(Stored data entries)

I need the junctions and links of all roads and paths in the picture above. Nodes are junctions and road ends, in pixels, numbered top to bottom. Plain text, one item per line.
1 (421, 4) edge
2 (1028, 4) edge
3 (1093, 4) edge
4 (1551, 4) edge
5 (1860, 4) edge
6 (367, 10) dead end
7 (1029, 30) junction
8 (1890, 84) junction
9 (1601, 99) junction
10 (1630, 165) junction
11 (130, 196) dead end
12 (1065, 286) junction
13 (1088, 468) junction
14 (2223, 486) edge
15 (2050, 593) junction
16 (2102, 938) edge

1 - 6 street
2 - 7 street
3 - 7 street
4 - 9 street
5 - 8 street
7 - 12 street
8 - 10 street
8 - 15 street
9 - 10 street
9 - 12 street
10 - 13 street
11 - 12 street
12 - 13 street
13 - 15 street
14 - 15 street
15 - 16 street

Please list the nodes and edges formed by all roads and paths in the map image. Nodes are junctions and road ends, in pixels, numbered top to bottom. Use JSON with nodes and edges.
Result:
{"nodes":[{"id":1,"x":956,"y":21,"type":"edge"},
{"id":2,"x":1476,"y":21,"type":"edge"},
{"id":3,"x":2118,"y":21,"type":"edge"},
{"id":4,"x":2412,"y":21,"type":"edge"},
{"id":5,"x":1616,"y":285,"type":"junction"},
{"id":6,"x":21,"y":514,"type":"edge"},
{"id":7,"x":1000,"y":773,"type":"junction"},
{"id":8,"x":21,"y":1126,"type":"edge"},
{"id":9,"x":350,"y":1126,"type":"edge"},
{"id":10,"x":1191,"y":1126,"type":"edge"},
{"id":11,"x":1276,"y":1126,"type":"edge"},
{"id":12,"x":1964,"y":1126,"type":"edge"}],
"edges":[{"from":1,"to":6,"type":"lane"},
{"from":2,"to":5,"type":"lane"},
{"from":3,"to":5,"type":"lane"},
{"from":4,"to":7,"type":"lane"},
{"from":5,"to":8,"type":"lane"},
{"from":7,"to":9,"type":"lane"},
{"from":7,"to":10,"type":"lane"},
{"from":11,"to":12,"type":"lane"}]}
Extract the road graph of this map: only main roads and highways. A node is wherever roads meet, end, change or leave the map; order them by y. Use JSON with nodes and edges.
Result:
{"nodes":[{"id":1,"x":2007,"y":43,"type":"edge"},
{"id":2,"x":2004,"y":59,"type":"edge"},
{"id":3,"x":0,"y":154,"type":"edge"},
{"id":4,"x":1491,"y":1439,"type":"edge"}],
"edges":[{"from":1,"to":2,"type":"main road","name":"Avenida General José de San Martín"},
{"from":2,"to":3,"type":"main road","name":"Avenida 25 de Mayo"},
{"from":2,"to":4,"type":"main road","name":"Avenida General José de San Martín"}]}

**EXERCISE DIRECTIONS:** Which lines should be output? Exactly those from the first line of the data through the line containing "Please list the", inclusive.

**TASK SOLUTION:**
I need the junctions and links of all roads and paths in the picture above. Nodes are junctions and road ends, in pixels, numbered top to bottom. Plain text, one item per line.
1 (421, 4) edge
2 (1028, 4) edge
3 (1093, 4) edge
4 (1551, 4) edge
5 (1860, 4) edge
6 (367, 10) dead end
7 (1029, 30) junction
8 (1890, 84) junction
9 (1601, 99) junction
10 (1630, 165) junction
11 (130, 196) dead end
12 (1065, 286) junction
13 (1088, 468) junction
14 (2223, 486) edge
15 (2050, 593) junction
16 (2102, 938) edge

1 - 6 street
2 - 7 street
3 - 7 street
4 - 9 street
5 - 8 street
7 - 12 street
8 - 10 street
8 - 15 street
9 - 10 street
9 - 12 street
10 - 13 street
11 - 12 street
12 - 13 street
13 - 15 street
14 - 15 street
15 - 16 street

Please list the nodes and edges formed by all roads and paths in the map image. Nodes are junctions and road ends, in pixels, numbered top to bottom. Use JSON with nodes and edges.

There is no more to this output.